Obviously there’s not a lot of love for OpenAI and other corporate API generative AI here, but how does the community feel about self hosted models? Especially stuff like the Linux Foundation’s Open Model Initiative?
I feel like a lot of people just don’t know there are Apache/CC-BY-NC licensed “AI” they can run on sane desktops, right now, that are incredible. I’m thinking of the most recent Command-R, specifically. I can run it on one GPU, and it blows expensive API models away, and it’s mine to use.
And there are efforts to kill the power cost of inference and training with stuff like matrix-multiplication free models, open source and legally licensed datasets, cheap training… and OpenAI and such want to shut down all of this because it breaks their monopoly, where they can just outspend everyone scaling , stealiing data and destroying the planet. And it’s actually a threat to them.

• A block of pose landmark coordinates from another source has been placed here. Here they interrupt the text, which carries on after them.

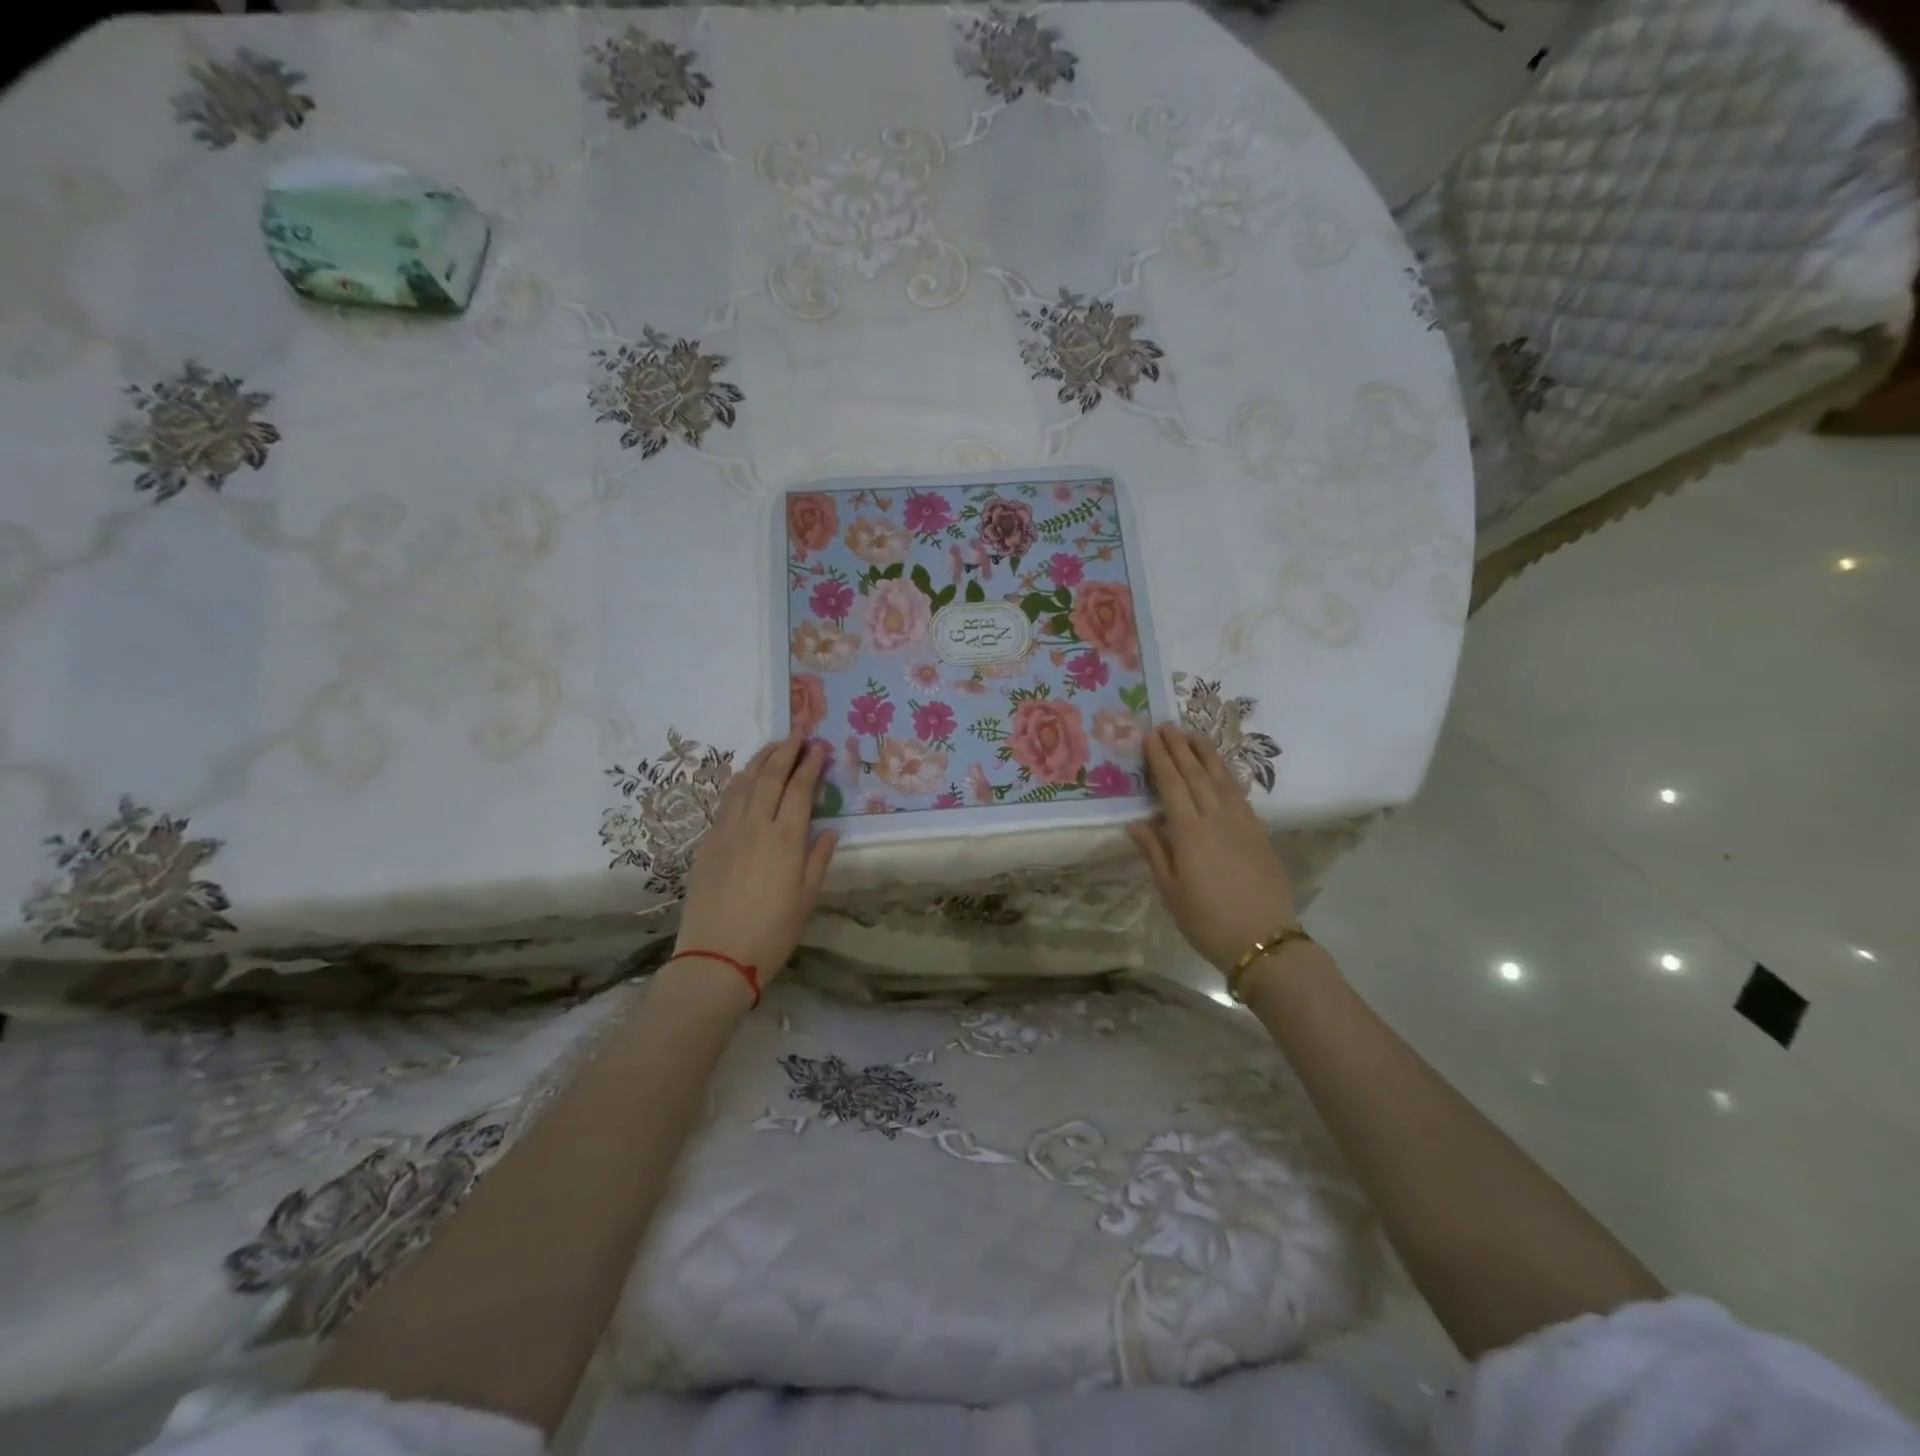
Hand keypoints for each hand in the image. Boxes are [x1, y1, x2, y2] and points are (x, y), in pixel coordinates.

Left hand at [674, 733, 838, 985]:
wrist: (716, 958)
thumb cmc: (771, 933)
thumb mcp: (806, 899)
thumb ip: (818, 859)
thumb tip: (828, 830)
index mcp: (785, 839)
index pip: (799, 789)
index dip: (810, 765)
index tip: (819, 746)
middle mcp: (755, 826)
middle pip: (770, 777)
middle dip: (786, 750)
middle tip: (798, 731)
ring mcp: (726, 831)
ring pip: (743, 783)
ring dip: (760, 760)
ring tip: (774, 745)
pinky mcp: (707, 843)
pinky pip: (726, 801)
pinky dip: (739, 781)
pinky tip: (746, 778)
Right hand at [1128, 723, 1298, 973]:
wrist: (1264, 940)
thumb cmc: (1208, 921)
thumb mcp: (1171, 891)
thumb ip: (1155, 852)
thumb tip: (1136, 822)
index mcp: (1190, 833)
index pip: (1172, 785)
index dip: (1161, 759)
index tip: (1150, 736)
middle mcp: (1216, 818)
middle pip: (1196, 774)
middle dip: (1180, 748)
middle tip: (1167, 725)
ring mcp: (1242, 823)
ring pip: (1222, 778)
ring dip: (1206, 754)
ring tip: (1193, 734)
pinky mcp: (1260, 832)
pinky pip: (1240, 793)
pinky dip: (1227, 775)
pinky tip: (1222, 769)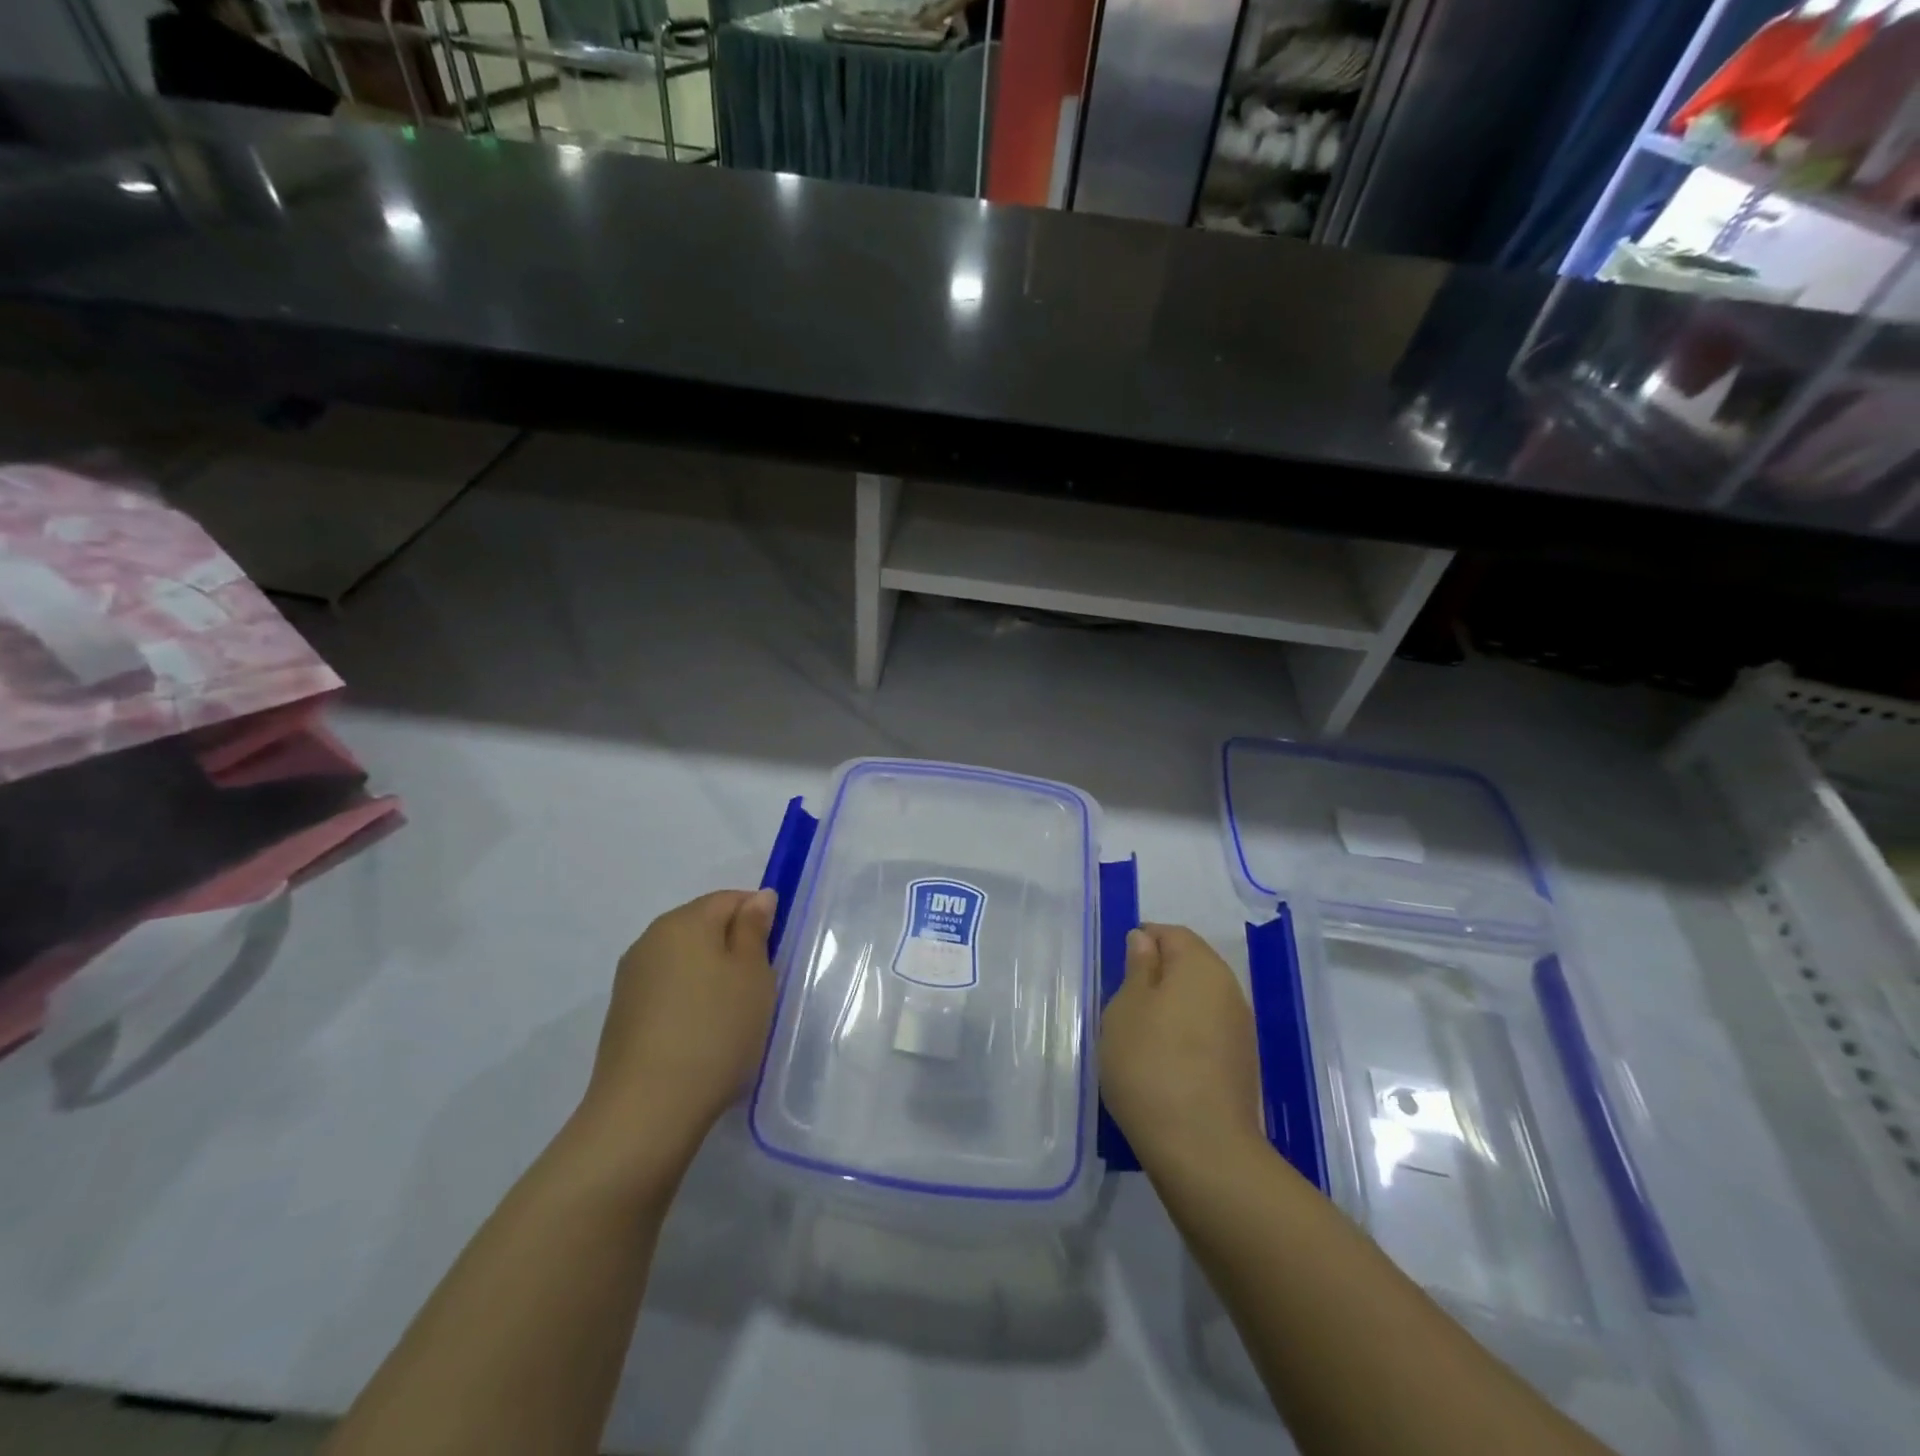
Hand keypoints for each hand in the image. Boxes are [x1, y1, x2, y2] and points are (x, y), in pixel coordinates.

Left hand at [575, 889, 778, 1171]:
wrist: (647, 1110)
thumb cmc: (715, 1030)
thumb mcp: (753, 974)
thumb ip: (754, 929)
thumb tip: (758, 898)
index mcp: (683, 921)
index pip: (729, 899)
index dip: (757, 917)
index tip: (774, 954)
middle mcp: (650, 939)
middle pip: (703, 926)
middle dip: (733, 947)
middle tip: (758, 987)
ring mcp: (631, 978)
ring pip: (684, 960)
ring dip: (711, 976)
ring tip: (732, 1016)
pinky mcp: (623, 1014)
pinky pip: (667, 990)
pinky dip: (689, 1001)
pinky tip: (702, 1035)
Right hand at [1099, 924, 1264, 1174]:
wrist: (1203, 1150)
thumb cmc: (1151, 1064)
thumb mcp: (1126, 1008)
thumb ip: (1138, 968)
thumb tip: (1146, 941)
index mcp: (1201, 966)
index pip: (1173, 933)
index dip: (1143, 941)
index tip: (1118, 966)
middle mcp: (1229, 990)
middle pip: (1190, 965)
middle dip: (1157, 975)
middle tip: (1123, 1002)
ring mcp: (1240, 1030)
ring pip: (1199, 1001)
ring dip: (1171, 1007)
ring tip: (1139, 1035)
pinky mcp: (1241, 1065)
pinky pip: (1207, 1032)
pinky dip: (1185, 1035)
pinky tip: (1163, 1062)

Again, I feel like corporate social media vs fediverse is a good anology, where one is kinda destroying the planet and the other, while still niche, problematic and a WIP, kills a lot of the downsides.
I love the idea, I much prefer it to the mainstream. The problem is, the typical process of documenting FOSS and self-host projects (websites, wiki, mailing lists, etc) move too slow and are too cumbersome for how quick things are developing right now. So people are kind of having to invent the new tech a d new ways to communicate about it, and they’re not always making choices that either scale or are easy to find and reference.
Okay, since you seem to be so helpful here, I’ll lay out where I’m at. I’ve been using LLMs like ChatGPT, Copilot, and Bard more professionally. I find them equal parts useful, confusing, annoying, and skeevey. I’ve got a lil VPS I run for services, I could put a front end on there easy. I’ve also got an old 8core Xeon machine with like 48GB ram and a leftover AMD R9 270 sitting there with Unraid barely installed. I can chamge the OS of course, but what am I realistically looking at being able to run locally that won’t go above like 60-75% usage so I can still eventually get a couple game servers, network storage, and Jellyfin working? I’ll be honest I don’t care about image generation much, but if I do I can always look into upgrading
Honestly, not much. Llama 8B, but very slowly, or maybe deepseek v2 chat, preprocessed on the 270 with vulkan but mostly running on CPU. And I guess just limit it to 6 threads? I’d host it with kobold.cpp vulkan, or maybe the llama.cpp server if there will be multiple users.
You can try them to see if they feel OK, but llms are just not something that like old hardware. An RTX 3060 (or a Mac, or a 12GB+ AMD GPU) is considered bare minimum in the community, a 3090 or 7900 XTX standard.